Exploring the 1,3-benzoxazine chemotype for cannabinoid receptor 2 as a promising anti-cancer therapeutic.

The discovery of selective agonists of cannabinoid receptor 2 (CB ₂ ) is strongly pursued to successfully tuning endocannabinoid signaling for therapeutic purposes. However, the design of selective CB ₂ agonists is still challenging because of the high homology with the cannabinoid receptor 1 (CB ₁ ) and for the yet unclear molecular basis of the agonist/antagonist switch. Here, the 1,3-benzoxazine scaffold is presented as a versatile chemotype for the design of CB ₂ agonists from which 25 derivatives were synthesized.

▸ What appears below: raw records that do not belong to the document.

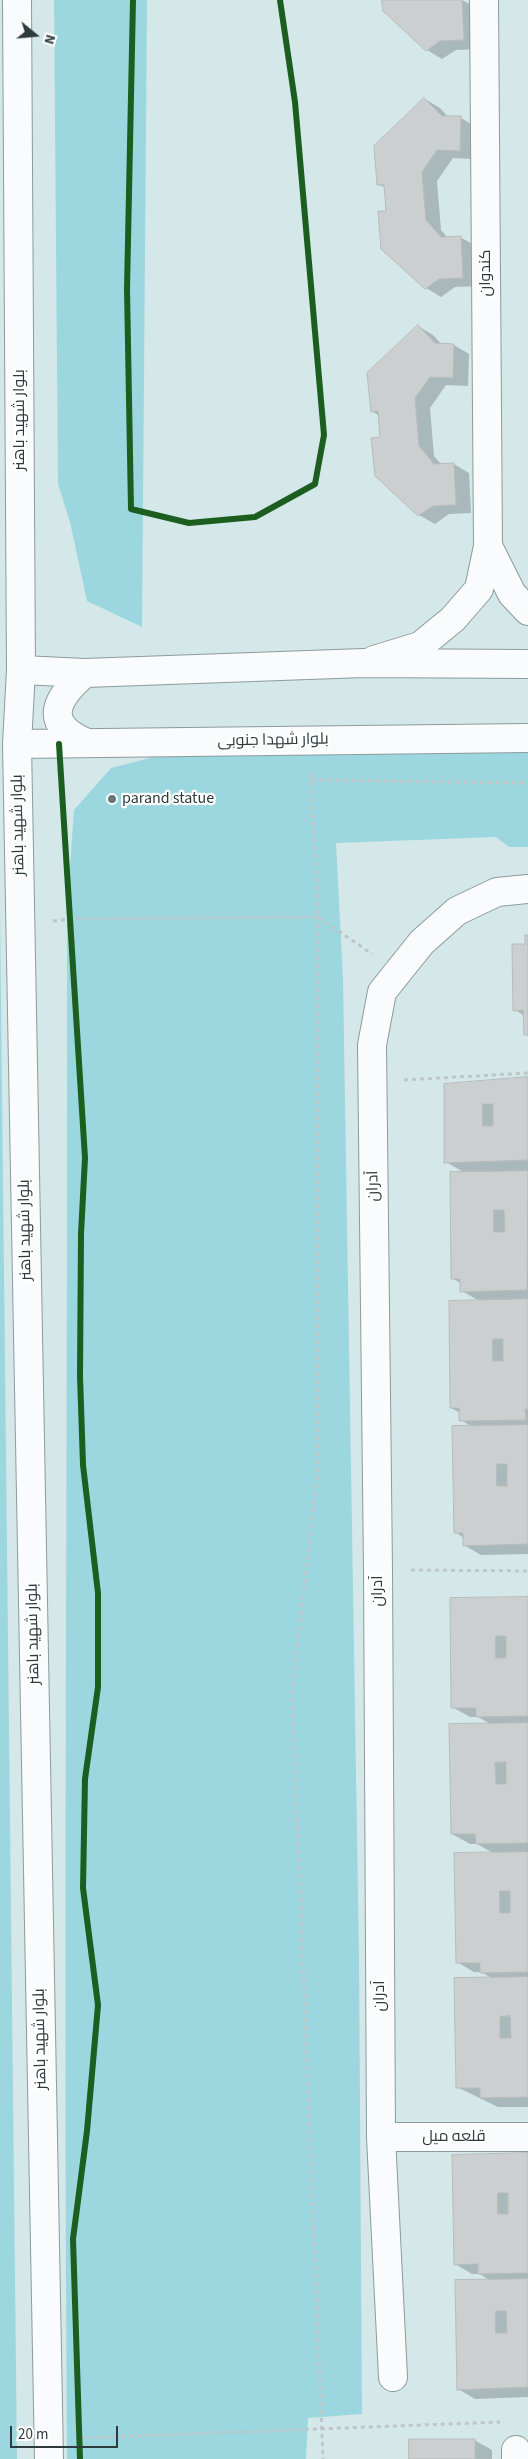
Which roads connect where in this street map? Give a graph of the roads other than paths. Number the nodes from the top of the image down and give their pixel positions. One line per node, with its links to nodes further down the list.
1 (18, 0): 7 (street, بلوار شهید باهنر)
2 (484, 0): 3 (street, کندوان)
3 (488, 546): 4 (street); 5 (street)
4 (528, 611)
5 (364, 664): 6 (street); 8 (street)
6 (528, 664)
7 (21, 670): 8 (street); 11 (street, بلوار شهید باهنر)
8 (84, 673): 10 (street)
9 (528, 738): 10 (street, بلوار شهدا جنوبی)
10 (87, 743): 11 (street, بلوار شهدا جنوبی)
11 (18, 744): 16 (street, بلوار شهید باهنر)
12 (528, 889): 13 (street, آدران)
13 (381, 2137): 14 (street, قلعه میل); 15 (street, آدران)
14 (528, 2137)
15 (393, 2377)
16 (49, 2449)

Among these, compound 7b5 (CB ₂ EC ₅₀  = 110 nM, CB ₁ EC ₅₀  > 10 μM) demonstrated to impair proliferation of triple negative breast cancer BT549 cells and to attenuate the release of pro-inflammatory cytokines in a CB ₂ -dependent manner. Furthermore, 7b5 abrogated the activation of extracellular signal-regulated kinase (ERK) 1/2, a key pro-inflammatory and oncogenic enzyme. Finally, molecular dynamics studies suggested a new rationale for the in vitro measured selectivity and for the observed agonist behavior.
Competing Interests: Declaration of competing interest The authors declare no competing financial interest.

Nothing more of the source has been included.